The capacity of women to survive and overcome adversity has continued to inspire Allen. In Painted Lives, an aging widow named Mattie Sylvester uncovers her past as the partner of an ambitious and unscrupulous artist. Surrounded by a staff with troubles of their own, Mattie reveals the sacrifices she made in 1920s New York after giving in to her passion for painter Gideon Sylvester. "Allen's energy and enthusiasm are much in evidence in the animated Mattie and she is at her most compelling with simple, quiet narratives," writes Quill & Quire reviewer Jean Sheppard.
Equally dynamic, but in a much more destructive vein, is Maggie Parker, one of the heroines of Leftover Dreams. Deserted by her husband, Maggie vents her bitterness and rage on her two young daughters, Faye and Louise, who are forced to seek help from a gentle grandmother and, eventually, each other. When Faye dies after a rape and a bungled abortion, Louise tries to outrun her past, only to find that she must face it in order to achieve happiness. In a Chicago Tribune Books review ofLeftover Dreams, Joyce Slater commends Allen for her "smooth prose style" and "intuitive understanding of family dynamics," adding that with its "vibrant characters," the novel is "not nearly as grim as it might sound."

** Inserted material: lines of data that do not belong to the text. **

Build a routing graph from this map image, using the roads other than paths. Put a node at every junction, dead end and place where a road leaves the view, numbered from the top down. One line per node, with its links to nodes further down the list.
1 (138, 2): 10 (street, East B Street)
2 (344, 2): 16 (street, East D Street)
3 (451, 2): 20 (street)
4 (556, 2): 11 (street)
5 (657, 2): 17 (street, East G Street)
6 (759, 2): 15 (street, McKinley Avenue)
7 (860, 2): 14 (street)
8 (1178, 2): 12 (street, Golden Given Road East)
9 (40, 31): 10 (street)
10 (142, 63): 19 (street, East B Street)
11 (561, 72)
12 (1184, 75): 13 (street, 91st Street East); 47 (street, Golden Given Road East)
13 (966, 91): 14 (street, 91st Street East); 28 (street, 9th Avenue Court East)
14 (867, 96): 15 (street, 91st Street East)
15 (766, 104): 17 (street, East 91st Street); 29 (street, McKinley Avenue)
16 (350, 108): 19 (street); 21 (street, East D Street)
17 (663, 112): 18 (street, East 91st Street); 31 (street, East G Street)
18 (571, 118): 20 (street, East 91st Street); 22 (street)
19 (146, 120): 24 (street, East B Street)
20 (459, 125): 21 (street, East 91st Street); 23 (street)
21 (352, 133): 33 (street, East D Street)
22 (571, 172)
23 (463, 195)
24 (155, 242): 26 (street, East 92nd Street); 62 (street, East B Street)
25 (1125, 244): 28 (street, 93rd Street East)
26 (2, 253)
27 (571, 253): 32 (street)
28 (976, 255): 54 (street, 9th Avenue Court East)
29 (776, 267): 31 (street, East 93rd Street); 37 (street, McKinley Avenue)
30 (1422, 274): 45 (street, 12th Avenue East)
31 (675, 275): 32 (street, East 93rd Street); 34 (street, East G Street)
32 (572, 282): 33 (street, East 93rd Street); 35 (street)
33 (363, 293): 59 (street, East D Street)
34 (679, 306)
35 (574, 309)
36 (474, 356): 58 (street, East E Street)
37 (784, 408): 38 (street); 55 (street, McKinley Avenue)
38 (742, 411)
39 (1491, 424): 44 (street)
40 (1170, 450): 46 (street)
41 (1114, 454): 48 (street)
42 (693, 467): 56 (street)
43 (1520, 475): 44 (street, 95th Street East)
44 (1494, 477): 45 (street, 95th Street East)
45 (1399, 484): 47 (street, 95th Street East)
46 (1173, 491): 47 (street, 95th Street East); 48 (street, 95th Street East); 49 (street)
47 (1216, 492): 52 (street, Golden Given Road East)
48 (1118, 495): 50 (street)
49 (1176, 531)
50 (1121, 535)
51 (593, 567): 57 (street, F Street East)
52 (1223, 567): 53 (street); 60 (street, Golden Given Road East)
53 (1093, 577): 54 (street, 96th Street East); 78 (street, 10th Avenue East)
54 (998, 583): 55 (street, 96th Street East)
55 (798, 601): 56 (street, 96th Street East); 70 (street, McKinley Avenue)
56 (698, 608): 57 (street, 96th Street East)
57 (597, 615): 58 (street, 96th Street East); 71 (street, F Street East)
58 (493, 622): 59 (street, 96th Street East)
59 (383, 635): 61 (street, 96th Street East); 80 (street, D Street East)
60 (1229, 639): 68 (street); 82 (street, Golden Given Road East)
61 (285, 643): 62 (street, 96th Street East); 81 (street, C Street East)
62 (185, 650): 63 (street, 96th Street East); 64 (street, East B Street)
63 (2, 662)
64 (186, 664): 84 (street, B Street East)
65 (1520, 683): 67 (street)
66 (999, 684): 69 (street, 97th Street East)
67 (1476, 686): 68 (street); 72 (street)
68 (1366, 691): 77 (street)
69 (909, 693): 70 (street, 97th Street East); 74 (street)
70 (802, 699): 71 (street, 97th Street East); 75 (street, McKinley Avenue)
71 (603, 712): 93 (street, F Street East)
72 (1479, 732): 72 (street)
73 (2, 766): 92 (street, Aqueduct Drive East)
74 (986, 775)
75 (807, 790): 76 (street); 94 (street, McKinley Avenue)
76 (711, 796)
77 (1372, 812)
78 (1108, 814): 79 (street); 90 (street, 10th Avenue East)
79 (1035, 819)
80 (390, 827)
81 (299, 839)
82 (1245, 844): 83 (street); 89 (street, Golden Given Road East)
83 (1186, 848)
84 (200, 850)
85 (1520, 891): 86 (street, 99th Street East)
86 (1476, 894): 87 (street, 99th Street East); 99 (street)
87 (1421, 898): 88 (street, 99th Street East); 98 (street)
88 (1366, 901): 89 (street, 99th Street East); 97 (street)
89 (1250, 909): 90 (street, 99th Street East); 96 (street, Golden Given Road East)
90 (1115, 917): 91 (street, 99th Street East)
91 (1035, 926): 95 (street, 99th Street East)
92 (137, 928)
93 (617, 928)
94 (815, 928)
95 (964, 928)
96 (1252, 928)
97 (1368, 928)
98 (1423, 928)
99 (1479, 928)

Allen has never shied from topical issues in her fiction. Her characters may be victims of child or spouse abuse, but they are survivors as well, using their wits and strength to defy their tormentors. Such is the theme of Dreaming in Color, the tale of one battered woman's recovery with the help of a well-to-do Connecticut family. Bobby escapes the brutal treatment of her husband Joe by taking a job as a caretaker for a stroke victim. As she and her daughter Penny find healing and solace in the home of Alma Ogilvie, they confront not only their own demons but those of the household as well. A Kirkus Reviews contributor notes that the story is "a cautionary tale, but with a cheerful domestic overcast as a victim is given back her life." In addition, Allen's book includes a list of real organizations dedicated to helping victims of domestic violence--testament once again to her conviction that women can find help from one another and empowerment in themselves.